From the data below, retype exactly the lines starting with the one that contains "position:absolute; left:800px; top:479px;" and ending with the one that contains "position:absolute; height:28px; border-radius:14px;", both included.

====== MATERIAL PROVIDED ======

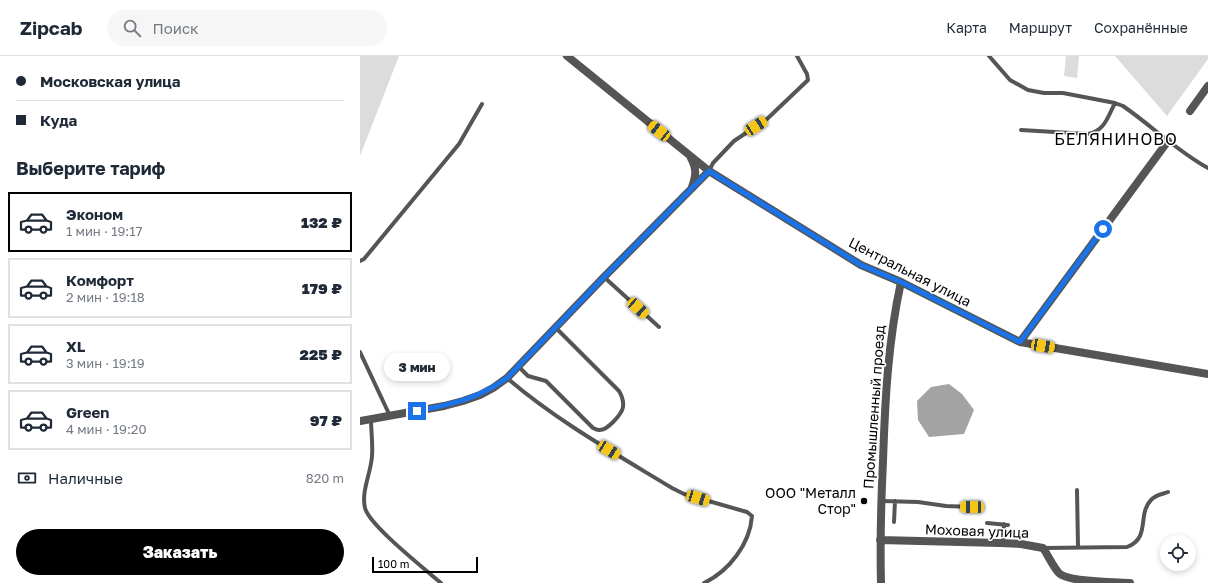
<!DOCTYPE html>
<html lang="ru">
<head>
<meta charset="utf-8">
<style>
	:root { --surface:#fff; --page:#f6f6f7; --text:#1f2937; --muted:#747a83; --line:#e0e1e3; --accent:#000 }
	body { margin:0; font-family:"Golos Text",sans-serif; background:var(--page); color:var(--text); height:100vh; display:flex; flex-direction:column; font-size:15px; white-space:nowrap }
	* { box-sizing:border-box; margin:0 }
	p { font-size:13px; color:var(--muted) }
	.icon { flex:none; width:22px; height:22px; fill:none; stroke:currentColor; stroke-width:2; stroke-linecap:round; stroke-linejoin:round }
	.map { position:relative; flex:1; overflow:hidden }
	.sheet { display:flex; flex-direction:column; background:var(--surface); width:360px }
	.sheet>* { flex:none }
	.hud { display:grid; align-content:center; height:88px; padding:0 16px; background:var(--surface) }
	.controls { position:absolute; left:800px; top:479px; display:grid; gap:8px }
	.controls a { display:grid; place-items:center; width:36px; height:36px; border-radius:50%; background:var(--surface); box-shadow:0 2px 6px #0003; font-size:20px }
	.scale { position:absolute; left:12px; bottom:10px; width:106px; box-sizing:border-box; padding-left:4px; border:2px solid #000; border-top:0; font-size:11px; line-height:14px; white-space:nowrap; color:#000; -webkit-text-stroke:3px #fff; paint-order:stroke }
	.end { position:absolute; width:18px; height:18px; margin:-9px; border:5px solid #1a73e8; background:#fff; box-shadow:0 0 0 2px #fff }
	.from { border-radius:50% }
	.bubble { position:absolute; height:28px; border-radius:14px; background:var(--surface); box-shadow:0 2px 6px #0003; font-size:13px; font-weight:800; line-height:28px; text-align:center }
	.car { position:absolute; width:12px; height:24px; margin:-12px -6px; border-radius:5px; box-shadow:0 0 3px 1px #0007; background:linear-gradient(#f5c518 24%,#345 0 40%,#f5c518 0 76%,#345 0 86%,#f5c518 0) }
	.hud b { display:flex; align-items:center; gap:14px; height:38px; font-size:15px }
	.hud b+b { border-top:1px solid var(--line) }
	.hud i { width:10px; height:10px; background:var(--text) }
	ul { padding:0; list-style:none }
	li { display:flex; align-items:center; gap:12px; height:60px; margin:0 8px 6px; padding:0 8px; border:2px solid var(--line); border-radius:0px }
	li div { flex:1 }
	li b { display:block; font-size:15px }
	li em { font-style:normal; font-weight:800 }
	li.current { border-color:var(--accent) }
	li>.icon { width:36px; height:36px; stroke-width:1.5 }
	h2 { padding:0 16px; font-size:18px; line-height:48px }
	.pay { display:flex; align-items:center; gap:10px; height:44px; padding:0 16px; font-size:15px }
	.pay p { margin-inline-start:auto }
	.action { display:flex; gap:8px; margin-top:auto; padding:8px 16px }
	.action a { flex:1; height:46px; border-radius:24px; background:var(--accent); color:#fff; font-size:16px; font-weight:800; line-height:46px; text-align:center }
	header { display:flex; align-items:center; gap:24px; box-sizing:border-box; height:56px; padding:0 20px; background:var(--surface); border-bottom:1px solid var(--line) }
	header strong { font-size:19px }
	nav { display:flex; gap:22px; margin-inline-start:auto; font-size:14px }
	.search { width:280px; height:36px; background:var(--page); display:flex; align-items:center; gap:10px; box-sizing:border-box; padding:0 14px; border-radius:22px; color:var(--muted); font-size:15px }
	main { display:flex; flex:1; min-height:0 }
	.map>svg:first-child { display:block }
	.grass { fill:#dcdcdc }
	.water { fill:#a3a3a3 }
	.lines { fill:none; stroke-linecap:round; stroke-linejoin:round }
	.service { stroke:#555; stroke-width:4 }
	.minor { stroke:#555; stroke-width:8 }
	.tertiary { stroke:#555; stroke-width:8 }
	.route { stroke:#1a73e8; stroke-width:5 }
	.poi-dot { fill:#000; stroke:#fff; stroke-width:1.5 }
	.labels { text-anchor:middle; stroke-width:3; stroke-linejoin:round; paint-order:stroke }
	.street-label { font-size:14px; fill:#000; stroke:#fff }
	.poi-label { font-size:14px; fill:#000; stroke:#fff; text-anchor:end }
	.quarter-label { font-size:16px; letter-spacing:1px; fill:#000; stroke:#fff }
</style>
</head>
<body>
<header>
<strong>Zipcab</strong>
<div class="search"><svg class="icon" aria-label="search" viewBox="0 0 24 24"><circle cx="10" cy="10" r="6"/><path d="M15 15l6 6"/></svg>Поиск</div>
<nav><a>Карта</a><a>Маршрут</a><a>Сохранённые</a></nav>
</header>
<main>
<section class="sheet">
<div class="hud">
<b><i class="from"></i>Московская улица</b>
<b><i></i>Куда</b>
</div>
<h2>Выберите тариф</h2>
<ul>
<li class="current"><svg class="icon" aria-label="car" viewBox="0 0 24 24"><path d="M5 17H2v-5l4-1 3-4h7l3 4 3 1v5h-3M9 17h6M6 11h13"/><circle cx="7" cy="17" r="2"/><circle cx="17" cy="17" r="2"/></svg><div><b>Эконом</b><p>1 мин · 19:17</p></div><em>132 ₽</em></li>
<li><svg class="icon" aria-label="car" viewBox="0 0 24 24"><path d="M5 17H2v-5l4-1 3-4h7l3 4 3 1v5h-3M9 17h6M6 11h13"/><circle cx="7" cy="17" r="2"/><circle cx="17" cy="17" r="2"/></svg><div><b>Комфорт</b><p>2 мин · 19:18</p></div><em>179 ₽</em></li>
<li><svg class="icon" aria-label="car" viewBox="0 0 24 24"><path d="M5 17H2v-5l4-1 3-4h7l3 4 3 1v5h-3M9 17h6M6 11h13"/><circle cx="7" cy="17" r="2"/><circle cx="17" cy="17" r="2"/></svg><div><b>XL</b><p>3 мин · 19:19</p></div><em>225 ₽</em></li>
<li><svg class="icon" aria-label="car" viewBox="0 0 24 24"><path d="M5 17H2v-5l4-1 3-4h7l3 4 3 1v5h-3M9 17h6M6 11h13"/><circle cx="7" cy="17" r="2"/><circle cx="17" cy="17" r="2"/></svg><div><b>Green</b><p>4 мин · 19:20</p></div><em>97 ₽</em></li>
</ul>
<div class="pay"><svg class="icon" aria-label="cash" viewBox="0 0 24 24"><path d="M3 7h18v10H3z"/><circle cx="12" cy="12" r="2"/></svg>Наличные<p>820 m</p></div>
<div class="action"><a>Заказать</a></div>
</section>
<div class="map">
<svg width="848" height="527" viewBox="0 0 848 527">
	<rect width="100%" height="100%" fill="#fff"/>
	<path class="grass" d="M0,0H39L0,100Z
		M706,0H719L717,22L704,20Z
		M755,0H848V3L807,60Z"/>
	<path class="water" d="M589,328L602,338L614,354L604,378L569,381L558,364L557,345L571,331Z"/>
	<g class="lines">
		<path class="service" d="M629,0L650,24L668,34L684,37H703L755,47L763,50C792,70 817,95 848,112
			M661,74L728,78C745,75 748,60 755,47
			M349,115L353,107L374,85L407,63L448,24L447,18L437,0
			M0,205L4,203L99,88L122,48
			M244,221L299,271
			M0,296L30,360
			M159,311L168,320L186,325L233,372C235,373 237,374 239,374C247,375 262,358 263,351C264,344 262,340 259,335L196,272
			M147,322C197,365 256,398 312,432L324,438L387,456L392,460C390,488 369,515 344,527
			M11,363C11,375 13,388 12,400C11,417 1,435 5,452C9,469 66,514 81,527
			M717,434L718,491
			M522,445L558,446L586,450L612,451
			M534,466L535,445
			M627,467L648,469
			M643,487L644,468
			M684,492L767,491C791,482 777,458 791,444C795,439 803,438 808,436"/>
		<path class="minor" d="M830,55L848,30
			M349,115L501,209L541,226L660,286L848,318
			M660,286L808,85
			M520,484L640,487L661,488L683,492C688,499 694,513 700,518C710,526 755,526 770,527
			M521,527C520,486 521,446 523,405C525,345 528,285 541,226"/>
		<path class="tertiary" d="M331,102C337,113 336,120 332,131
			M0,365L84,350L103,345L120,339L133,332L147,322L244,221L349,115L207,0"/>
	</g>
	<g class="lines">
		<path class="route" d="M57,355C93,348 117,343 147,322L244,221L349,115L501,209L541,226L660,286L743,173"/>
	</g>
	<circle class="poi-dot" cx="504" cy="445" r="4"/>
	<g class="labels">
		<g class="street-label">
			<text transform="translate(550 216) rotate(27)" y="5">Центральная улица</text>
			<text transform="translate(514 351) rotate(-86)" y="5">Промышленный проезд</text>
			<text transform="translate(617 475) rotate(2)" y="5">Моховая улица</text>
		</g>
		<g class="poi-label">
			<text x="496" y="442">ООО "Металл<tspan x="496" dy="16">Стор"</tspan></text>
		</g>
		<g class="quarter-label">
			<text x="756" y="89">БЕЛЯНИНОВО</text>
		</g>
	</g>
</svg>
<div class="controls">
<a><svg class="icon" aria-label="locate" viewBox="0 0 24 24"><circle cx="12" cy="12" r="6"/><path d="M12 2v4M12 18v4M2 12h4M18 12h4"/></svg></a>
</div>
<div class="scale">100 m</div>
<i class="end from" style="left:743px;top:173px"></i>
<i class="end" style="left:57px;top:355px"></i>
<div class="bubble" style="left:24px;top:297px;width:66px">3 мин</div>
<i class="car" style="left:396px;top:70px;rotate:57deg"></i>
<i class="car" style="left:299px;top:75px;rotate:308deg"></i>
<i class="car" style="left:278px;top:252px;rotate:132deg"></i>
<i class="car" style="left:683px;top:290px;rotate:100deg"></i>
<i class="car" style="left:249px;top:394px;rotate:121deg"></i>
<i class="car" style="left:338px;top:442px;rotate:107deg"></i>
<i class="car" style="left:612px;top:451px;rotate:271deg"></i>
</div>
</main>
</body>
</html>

======

## OUTPUT FOR THIS EXERCISE
	.controls { position:absolute; left:800px; top:479px; display:grid; gap:8px }
	.controls a { display:grid; place-items:center; width:36px; height:36px; border-radius:50%; background:var(--surface); box-shadow:0 2px 6px #0003; font-size:20px }
	.scale { position:absolute; left:12px; bottom:10px; width:106px; box-sizing:border-box; padding-left:4px; border:2px solid #000; border-top:0; font-size:11px; line-height:14px; white-space:nowrap; color:#000; -webkit-text-stroke:3px #fff; paint-order:stroke }
	.end { position:absolute; width:18px; height:18px; margin:-9px; border:5px solid #1a73e8; background:#fff; box-shadow:0 0 0 2px #fff }
	.from { border-radius:50% }
	.bubble { position:absolute; height:28px; border-radius:14px; background:var(--surface); box-shadow:0 2px 6px #0003; font-size:13px; font-weight:800; line-height:28px; text-align:center }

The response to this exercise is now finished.